**Assignment:** In the entries below, find the line with "middle pip: (1029, 286)" and print exactly every line from there up to and including the line with "pinky tip: (912, 304)", with no other lines.

[Data records]
+ + + + + + +
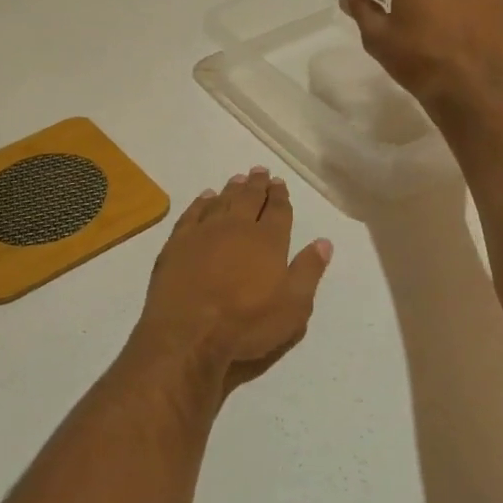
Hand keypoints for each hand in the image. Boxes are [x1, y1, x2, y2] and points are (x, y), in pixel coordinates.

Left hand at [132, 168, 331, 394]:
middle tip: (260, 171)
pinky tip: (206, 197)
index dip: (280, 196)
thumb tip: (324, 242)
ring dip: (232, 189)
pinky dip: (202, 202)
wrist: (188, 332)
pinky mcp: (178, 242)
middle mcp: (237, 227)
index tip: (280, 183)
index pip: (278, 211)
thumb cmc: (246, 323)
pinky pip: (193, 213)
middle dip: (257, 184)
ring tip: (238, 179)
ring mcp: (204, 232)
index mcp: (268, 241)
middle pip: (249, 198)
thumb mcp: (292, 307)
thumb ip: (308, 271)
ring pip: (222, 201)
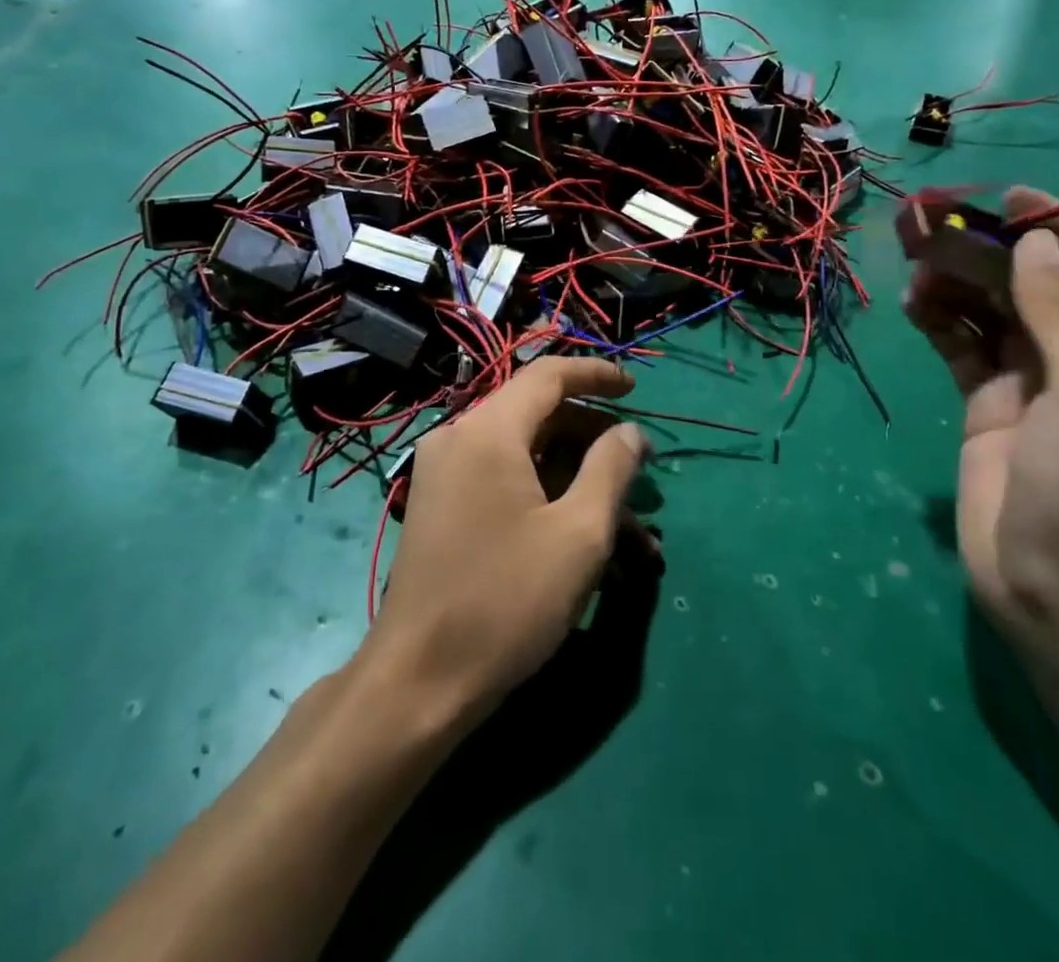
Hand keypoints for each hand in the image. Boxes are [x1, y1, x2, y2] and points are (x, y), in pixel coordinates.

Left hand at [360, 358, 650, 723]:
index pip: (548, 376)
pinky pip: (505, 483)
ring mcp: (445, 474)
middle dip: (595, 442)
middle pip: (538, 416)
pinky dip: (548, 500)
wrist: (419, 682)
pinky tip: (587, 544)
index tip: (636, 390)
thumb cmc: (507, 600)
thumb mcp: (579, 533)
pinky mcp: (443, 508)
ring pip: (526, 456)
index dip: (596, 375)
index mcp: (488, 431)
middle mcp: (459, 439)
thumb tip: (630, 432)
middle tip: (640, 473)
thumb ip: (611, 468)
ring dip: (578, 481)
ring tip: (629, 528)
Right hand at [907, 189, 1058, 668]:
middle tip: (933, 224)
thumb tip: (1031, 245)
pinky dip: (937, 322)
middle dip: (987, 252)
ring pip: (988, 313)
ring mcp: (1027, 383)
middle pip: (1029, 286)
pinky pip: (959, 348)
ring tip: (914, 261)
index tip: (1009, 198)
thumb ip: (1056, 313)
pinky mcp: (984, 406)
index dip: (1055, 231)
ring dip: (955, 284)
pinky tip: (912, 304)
+ + + + + + +
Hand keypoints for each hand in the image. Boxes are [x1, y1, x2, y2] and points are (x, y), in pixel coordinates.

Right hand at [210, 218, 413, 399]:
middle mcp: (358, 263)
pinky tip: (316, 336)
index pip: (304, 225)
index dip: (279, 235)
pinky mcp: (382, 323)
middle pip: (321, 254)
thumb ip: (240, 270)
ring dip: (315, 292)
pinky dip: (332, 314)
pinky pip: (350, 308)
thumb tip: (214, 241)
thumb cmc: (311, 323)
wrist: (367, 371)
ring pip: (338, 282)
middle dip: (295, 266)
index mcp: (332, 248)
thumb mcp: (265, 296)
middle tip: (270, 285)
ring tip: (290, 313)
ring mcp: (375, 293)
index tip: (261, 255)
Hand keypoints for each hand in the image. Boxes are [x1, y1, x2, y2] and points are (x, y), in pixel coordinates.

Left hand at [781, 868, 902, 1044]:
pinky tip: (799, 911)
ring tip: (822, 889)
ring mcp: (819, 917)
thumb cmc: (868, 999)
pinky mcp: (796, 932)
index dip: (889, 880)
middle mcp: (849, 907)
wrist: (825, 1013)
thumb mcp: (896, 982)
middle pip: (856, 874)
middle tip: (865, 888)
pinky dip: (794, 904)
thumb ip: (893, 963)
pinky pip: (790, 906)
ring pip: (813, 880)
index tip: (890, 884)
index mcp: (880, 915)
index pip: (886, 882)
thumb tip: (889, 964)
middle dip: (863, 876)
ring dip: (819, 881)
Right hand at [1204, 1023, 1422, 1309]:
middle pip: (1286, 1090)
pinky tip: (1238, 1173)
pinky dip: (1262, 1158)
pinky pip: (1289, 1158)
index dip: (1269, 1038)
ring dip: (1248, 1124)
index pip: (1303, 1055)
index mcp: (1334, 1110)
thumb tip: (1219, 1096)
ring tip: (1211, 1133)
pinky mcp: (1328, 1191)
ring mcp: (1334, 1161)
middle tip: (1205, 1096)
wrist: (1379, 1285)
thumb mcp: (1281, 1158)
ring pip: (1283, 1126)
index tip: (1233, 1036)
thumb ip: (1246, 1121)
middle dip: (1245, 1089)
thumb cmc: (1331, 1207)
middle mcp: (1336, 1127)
+ + + + + + +
**Task solution:**
middle pip: (1029, 286)
pinky pip: (959, 348)
ring tip: (914, 261)
index tip: (1009, 198)
thumb ip: (1056, 313)
pinky mcp: (984, 406)
index dip: (1055, 231)
ring dip: (955, 284)
pinky tip: (912, 304)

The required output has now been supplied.